TASK TO CARRY OUT => Wherever a line of the records contains "links", copy that line.

GIVEN INFORMATION =>

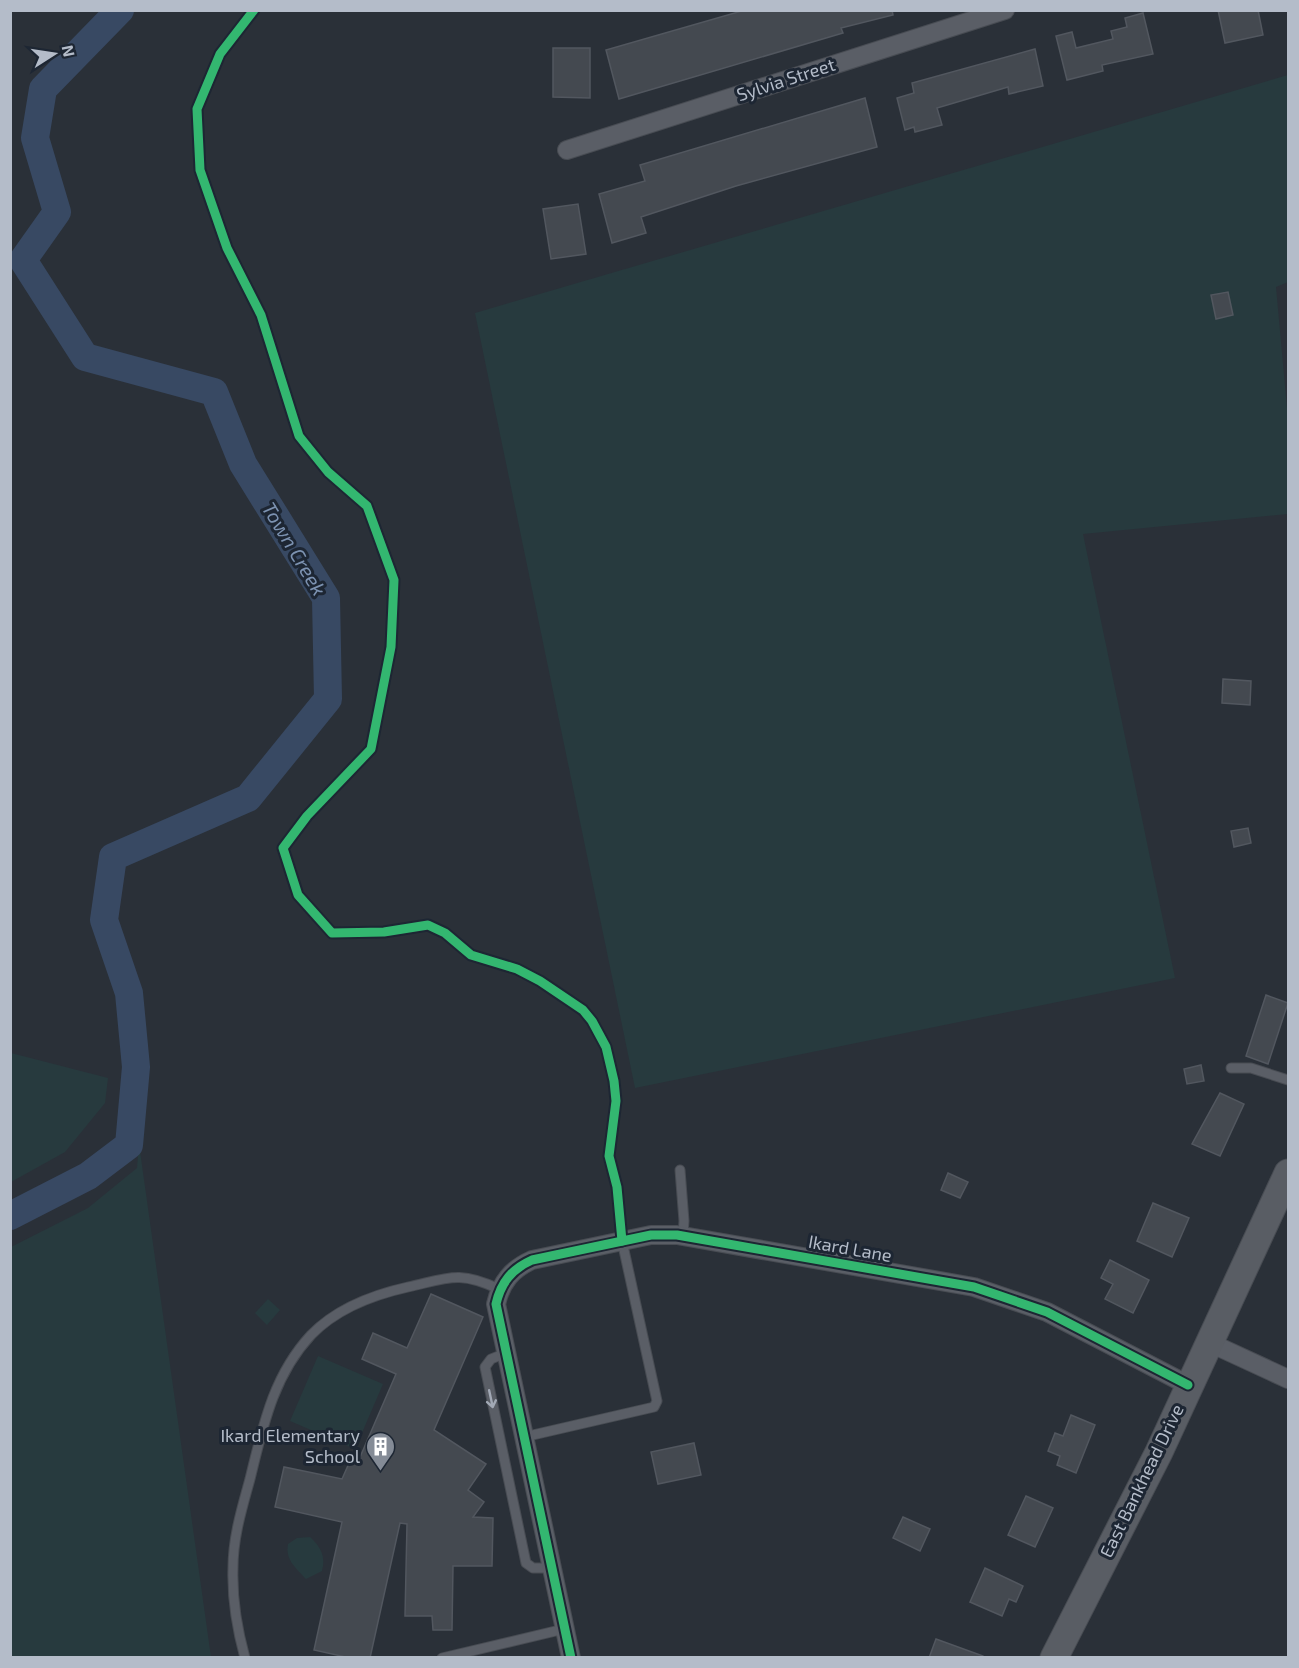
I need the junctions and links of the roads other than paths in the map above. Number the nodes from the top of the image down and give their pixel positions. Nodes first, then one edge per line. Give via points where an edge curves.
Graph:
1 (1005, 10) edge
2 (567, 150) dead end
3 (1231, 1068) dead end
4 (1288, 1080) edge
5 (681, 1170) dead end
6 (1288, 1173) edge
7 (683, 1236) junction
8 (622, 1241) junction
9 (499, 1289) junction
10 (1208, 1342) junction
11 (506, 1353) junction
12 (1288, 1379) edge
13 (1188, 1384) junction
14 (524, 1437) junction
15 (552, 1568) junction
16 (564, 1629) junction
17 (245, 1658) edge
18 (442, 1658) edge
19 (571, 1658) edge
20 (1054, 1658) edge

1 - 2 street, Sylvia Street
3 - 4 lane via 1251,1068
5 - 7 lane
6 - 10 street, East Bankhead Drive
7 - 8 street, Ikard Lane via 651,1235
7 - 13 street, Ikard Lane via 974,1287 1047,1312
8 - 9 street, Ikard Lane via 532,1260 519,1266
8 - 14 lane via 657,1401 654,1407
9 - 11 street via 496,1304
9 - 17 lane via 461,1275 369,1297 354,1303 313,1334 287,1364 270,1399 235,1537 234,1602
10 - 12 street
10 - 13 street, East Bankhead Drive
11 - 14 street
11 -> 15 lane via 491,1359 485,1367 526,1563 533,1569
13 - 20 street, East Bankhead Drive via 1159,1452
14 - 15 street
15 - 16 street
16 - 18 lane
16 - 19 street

* * *

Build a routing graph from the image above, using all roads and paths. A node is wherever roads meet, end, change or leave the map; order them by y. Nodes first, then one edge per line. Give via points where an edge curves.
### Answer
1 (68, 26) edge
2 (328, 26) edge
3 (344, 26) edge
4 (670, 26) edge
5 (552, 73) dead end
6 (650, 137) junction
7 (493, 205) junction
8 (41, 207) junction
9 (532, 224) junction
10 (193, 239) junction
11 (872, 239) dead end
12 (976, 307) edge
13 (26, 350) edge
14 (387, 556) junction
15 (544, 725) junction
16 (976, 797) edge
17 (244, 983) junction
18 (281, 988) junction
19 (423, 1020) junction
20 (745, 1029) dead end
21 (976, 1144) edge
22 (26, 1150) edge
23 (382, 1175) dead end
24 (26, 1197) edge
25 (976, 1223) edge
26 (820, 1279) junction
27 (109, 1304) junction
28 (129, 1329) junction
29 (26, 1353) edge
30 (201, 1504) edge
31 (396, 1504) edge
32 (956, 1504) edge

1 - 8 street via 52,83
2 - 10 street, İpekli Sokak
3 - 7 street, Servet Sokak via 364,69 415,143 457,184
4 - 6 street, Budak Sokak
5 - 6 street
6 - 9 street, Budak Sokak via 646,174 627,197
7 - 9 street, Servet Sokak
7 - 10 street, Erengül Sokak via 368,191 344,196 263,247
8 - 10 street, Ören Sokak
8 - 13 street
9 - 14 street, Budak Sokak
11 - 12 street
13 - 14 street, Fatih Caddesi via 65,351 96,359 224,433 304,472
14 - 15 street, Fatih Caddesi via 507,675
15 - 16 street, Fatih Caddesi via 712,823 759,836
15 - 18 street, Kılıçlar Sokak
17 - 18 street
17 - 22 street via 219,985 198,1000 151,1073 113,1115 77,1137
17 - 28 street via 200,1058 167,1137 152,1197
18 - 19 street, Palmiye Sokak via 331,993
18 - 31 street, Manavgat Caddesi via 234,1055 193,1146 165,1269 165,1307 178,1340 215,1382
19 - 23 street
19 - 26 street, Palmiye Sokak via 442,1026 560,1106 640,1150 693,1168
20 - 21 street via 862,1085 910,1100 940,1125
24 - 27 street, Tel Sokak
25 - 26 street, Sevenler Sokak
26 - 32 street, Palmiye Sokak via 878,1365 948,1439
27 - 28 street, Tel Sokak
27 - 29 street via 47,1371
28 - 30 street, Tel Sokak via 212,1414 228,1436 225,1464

...

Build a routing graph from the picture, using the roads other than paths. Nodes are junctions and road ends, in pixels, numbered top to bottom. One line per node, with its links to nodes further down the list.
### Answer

ANSWER AREA =>
I need the junctions and links of the roads other than paths in the map above. Number the nodes from the top of the image down and give their pixel positions. Nodes first, then one edge per line. Give via points where an edge curves.
Build a routing graph from the picture, using the roads other than paths. Nodes are junctions and road ends, in pixels, numbered top to bottom. One line per node, with its links to nodes further down the list.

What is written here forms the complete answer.